An interesting thing happened on the way to the proverbial Thanksgiving table: It seems that some people on Facebook have become just like our Crazy Uncle Harry ― the relative who offends everyone with his fringe politics ― and nobody is sure how to handle it.

My friend Lauren Beale, a retired Los Angeles Times editor and author of Newcomer: The St. Cross Choir Series, Book 1, just ran into the problem head-on.

Lauren likes to sing in her church choir. She’s done it for years, and it has consistently brought her much joy ― unlike, say, her brief stint as a volunteer in one of the city’s high-kill animal shelters. Lauren honestly believes that if everyone would just talk through things and try and see them from a different perspective, everything would work out. It didn’t work that way at the animal shelter when owners brought in their certain-to-be-put down pets, and now it’s not working that way on Facebook.

Her Facebook problem began when the church choir director sent her a friend request. She accepted it because, well, they are acquaintances, and she figured “why not?”
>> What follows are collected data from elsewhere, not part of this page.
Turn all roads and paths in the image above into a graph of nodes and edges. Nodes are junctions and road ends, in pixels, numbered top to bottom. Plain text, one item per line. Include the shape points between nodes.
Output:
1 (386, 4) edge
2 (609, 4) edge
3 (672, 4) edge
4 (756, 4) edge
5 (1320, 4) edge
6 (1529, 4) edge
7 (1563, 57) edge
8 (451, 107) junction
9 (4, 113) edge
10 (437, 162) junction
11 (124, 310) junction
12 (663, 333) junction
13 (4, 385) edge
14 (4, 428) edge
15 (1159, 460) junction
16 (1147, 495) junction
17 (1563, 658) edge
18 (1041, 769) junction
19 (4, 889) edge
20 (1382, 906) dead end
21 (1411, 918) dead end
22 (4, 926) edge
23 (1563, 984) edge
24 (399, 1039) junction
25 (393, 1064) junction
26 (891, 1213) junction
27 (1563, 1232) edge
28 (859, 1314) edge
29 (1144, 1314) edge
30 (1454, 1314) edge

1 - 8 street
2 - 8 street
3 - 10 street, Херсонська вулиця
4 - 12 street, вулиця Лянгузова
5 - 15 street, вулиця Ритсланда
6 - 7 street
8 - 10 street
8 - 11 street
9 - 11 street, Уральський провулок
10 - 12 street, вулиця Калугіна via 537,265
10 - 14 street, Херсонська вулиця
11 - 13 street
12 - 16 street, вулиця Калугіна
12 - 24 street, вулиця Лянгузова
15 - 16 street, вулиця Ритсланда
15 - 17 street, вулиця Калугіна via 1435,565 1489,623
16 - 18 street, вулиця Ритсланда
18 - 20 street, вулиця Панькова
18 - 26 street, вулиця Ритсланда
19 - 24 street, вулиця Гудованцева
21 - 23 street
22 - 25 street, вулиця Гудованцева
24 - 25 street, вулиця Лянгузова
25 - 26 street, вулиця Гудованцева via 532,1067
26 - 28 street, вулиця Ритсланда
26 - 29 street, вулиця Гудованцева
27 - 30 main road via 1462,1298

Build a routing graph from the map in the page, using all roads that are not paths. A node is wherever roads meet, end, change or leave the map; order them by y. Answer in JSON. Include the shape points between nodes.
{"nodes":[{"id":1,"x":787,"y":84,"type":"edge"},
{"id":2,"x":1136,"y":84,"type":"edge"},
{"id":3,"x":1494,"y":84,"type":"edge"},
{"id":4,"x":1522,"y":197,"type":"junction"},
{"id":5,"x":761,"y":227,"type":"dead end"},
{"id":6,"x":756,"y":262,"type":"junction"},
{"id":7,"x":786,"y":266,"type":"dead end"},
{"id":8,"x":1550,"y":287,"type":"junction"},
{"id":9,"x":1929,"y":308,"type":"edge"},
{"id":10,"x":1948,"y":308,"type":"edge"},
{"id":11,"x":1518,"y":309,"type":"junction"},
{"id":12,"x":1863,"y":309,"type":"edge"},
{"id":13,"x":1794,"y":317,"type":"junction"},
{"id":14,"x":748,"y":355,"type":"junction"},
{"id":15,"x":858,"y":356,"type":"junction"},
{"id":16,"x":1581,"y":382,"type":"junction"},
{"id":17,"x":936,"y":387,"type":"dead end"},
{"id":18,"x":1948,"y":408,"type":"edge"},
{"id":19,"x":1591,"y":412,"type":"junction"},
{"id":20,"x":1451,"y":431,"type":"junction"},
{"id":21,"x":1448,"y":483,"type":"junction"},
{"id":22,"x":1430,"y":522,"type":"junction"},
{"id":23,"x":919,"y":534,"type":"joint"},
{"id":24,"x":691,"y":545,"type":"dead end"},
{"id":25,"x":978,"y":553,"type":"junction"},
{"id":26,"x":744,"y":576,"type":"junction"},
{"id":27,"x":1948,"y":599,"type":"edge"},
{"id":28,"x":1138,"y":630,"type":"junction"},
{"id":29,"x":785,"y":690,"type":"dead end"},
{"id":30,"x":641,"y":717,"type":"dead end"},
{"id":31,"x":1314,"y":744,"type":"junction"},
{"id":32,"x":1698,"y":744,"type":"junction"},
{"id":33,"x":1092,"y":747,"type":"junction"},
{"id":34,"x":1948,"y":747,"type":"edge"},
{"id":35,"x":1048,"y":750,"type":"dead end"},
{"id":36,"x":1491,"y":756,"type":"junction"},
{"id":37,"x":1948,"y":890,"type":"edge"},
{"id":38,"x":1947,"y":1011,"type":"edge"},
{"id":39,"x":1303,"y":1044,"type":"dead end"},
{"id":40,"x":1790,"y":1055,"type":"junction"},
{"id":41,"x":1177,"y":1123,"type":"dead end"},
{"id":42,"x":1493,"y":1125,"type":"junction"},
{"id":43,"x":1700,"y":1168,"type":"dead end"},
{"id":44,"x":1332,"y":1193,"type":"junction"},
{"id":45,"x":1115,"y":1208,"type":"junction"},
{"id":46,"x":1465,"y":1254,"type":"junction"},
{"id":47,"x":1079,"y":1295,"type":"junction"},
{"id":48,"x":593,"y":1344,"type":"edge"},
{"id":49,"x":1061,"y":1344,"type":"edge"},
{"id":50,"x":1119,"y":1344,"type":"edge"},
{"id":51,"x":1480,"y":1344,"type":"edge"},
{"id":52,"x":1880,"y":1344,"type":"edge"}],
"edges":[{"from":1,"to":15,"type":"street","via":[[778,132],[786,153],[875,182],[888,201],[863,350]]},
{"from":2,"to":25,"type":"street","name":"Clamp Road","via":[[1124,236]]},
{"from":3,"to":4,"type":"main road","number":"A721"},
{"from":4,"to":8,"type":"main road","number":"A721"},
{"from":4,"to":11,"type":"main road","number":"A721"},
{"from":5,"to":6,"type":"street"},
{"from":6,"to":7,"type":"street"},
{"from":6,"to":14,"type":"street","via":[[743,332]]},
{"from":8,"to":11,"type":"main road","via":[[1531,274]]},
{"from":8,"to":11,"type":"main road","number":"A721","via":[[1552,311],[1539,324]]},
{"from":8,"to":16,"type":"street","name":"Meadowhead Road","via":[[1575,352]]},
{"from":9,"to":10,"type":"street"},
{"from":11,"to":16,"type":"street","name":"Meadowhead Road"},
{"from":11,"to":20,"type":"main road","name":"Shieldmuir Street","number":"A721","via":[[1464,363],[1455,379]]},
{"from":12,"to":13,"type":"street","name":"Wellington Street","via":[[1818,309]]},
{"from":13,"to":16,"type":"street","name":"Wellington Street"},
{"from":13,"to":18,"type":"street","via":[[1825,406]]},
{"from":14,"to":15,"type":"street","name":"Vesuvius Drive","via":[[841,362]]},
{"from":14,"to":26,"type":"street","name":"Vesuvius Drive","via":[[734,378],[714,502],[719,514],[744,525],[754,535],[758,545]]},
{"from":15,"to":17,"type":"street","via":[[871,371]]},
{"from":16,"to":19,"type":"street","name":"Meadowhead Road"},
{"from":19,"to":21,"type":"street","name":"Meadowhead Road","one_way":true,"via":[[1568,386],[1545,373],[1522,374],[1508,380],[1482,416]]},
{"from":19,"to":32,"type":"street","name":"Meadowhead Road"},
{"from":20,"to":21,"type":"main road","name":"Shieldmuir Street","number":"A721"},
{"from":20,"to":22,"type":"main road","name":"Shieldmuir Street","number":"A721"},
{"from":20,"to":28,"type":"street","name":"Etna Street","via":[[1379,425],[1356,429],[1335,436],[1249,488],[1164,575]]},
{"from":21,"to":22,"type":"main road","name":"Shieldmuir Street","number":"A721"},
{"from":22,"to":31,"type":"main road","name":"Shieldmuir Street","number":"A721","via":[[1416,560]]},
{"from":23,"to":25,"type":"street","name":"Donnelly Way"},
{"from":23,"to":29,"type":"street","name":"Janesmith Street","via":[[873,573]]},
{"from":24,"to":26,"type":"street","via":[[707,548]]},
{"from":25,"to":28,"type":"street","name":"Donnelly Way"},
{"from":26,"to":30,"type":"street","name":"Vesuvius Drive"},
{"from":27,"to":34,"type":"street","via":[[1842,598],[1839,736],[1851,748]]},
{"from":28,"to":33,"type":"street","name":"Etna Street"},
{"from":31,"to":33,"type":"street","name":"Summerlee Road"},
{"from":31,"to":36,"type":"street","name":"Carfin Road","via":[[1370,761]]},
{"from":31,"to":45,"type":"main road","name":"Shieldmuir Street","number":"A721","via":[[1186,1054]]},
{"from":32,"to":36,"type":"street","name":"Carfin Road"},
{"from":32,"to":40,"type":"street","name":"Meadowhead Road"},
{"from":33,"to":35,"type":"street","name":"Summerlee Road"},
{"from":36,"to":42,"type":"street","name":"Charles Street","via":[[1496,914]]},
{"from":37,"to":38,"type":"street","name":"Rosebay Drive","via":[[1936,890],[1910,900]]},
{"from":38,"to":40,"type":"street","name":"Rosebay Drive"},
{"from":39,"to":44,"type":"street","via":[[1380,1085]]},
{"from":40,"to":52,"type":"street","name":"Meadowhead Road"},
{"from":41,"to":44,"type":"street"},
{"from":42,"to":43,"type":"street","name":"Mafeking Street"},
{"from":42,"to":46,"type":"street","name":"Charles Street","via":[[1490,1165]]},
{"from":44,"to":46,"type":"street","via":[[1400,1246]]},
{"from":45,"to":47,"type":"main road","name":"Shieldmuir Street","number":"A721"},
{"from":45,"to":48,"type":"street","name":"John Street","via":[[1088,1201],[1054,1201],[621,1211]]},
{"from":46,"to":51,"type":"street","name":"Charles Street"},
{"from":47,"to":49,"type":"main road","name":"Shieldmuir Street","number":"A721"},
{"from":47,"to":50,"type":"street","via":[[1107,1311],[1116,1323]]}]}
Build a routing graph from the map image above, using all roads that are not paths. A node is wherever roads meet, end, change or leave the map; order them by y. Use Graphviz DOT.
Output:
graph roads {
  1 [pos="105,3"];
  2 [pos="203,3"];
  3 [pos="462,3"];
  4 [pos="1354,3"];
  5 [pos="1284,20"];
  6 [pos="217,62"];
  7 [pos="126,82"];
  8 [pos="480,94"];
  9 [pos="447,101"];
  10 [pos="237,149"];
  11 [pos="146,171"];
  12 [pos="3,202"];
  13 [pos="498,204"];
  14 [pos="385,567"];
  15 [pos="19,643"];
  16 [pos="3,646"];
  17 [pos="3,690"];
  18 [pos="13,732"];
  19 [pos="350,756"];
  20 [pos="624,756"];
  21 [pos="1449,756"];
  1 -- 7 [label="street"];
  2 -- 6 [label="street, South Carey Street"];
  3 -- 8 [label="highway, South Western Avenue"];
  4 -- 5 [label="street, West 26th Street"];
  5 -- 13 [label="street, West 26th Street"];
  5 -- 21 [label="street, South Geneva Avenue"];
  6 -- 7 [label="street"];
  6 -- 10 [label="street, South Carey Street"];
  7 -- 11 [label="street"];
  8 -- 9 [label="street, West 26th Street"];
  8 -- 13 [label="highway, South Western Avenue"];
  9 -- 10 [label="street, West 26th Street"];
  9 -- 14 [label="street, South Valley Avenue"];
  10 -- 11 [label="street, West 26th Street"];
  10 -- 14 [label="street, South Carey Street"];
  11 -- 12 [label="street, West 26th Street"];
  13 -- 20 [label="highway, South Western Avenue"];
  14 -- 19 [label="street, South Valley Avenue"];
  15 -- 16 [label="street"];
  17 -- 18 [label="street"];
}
Now, she’s asking something more along the lines of, “What is social media etiquette when you discover that someone you thought you knew is a rabid espouser of craziness once a keyboard is put in range of his thumbs?” We’ve all been there: Should you unfriend them, or would that be like not inviting Crazy Uncle Harry to Thanksgiving? And then it gets all awkward and weird, and you feel bad.

Lauren loves music and all was good in the beginning of her Facebook relationship with the choir director. Then, in the course of just one week, he posted three stories about the Las Vegas shooting reportage, calling it “a huge cover-up.” The real story, he believes, was that there were multiple shooters, and the mainstream media ― of which Lauren has been a part her entire working life ― knows this, but is intentionally hiding the truth.

“Real conspiracy theory stuff,” Lauren told me, admitting that her first instinct was just to quit the choir and stop showing up. “It honestly frightened me that he could believe this stuff. I figured I could also change church services, too, and totally avoid him.”

“Not very mature of me,” she concluded.

So, she put on her adult face and responded to his posts with this: “I see you have three posts on a Vegas coverup by mainstream media. At first I thought perhaps you had been hacked. This conspiracy theory unravels on so many levels I am stunned to see it repeated. To be true, the FBI, local police and politicians would have to be in on it too. To what end? I am at a loss here.”

No, it didn’t end with that. He defended his belief in a media conspiracy and insisted that he was determined that the truth should and would come out.

She provided him with links to Snopes and kept her Facebook tone reasonable.

He offered no response. Dead silence. Discussion over.

Here is what she is really worried about, and it applies to Crazy Uncle Harry, too:

“As opinions have gotten more polarized across the U.S., so have mine. A couple years back I would have told you that I am very tolerant of diverse opinions. The reality is that I’m not anymore. I am not tolerant of racism or sexism or lack of gun control or endless attacks on the media,” she said.

“But if I leave the table, how can I possibly hope to change anyone’s mind? It would seem a kind of giving up.”

So Crazy Uncle Harry, Thanksgiving dinner starts at 3 p.m. Just bring yourself.

But for those who can’t stand the thought of swallowing their pumpkin pie while Harry espouses his views at the table ― or who now have unfriended more people on Facebook than they can count ― we have these suggestions:

Declare a ceasefire day.

If wars can be paused for Christmas, certainly you can declare the Thanksgiving table a “politics-free zone.” A 2016 report by the Pew Research Center found 62 percent of social media users get news from those platforms, up from 49 percent four years earlier. Try collecting all phones at the door and maybe nobody will get hurt.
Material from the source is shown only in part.